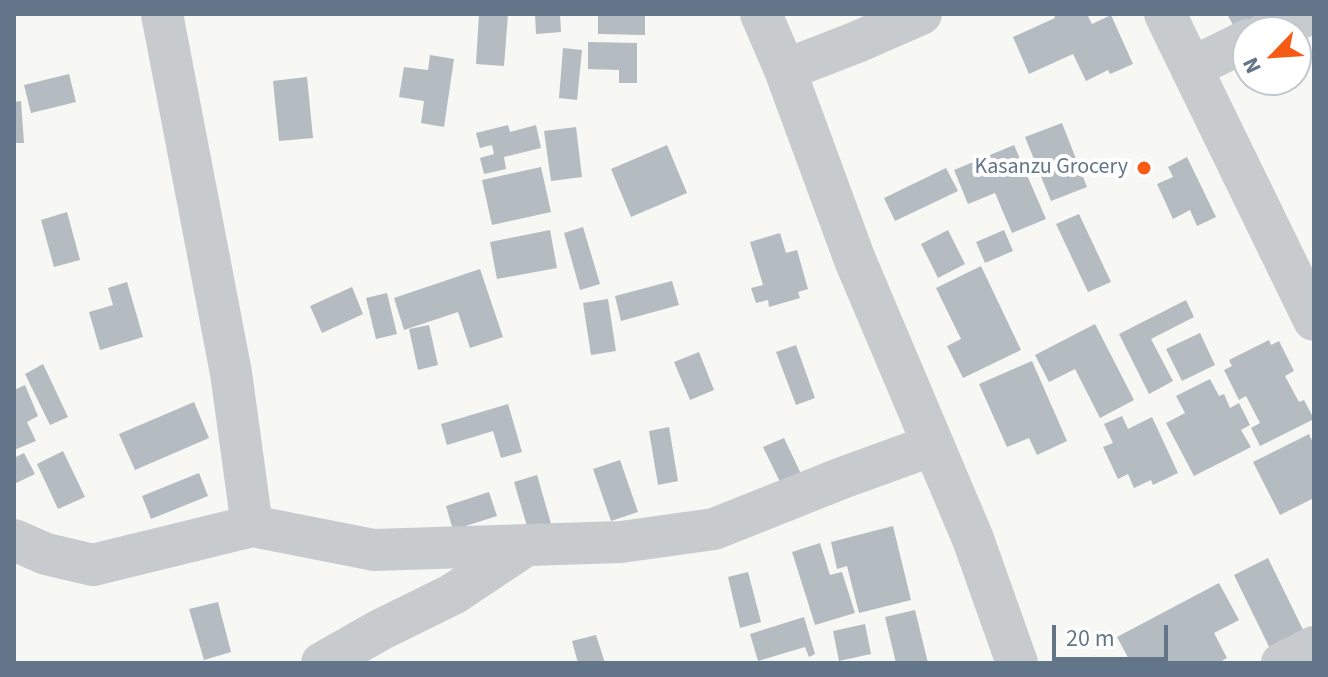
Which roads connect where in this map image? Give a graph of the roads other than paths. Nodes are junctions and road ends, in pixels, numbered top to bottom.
1 (162, 14) edge
2 (761, 14) edge
3 (921, 14) edge
4 (1165, 14) edge
5 (1232, 48) edge
6 (1191, 68) junction
7 (785, 70) junction
8 (1314, 320) edge
9 (933, 445) junction
10 (252, 526) junction
11 (14, 540) edge
12 (526, 546) junction
13 (1314, 647) edge
14 (322, 663) edge
15 (1017, 663) edge
16 (1282, 663) edge

1 - 10 street
2 - 7 street
3 - 7 street
4 - 6 street
5 - 6 street
6 - 8 street
7 - 9 street
9 - 12 street
9 - 15 street
10 - 11 street
10 - 12 street
12 - 14 street
13 - 16 street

-*-

- **WHAT THE TASK REQUIRES**
Omit all pictures and repeat the rest of the records verbatim.

- **YOUR SOLUTION**
Which roads connect where in this map image? Give a graph of the roads other than paths. Nodes are junctions and road ends, in pixels, numbered top to bottom.
1 (162, 14) edge
2 (761, 14) edge
3 (921, 14) edge
4 (1165, 14) edge
5 (1232, 48) edge
6 (1191, 68) junction
7 (785, 70) junction
8 (1314, 320) edge
9 (933, 445) junction
10 (252, 526) junction
11 (14, 540) edge
12 (526, 546) junction
13 (1314, 647) edge
14 (322, 663) edge
15 (1017, 663) edge
16 (1282, 663) edge

1 - 10 street
2 - 7 street
3 - 7 street
4 - 6 street
5 - 6 street
6 - 8 street
7 - 9 street
9 - 12 street
9 - 15 street
10 - 11 street
10 - 12 street
12 - 14 street
13 - 16 street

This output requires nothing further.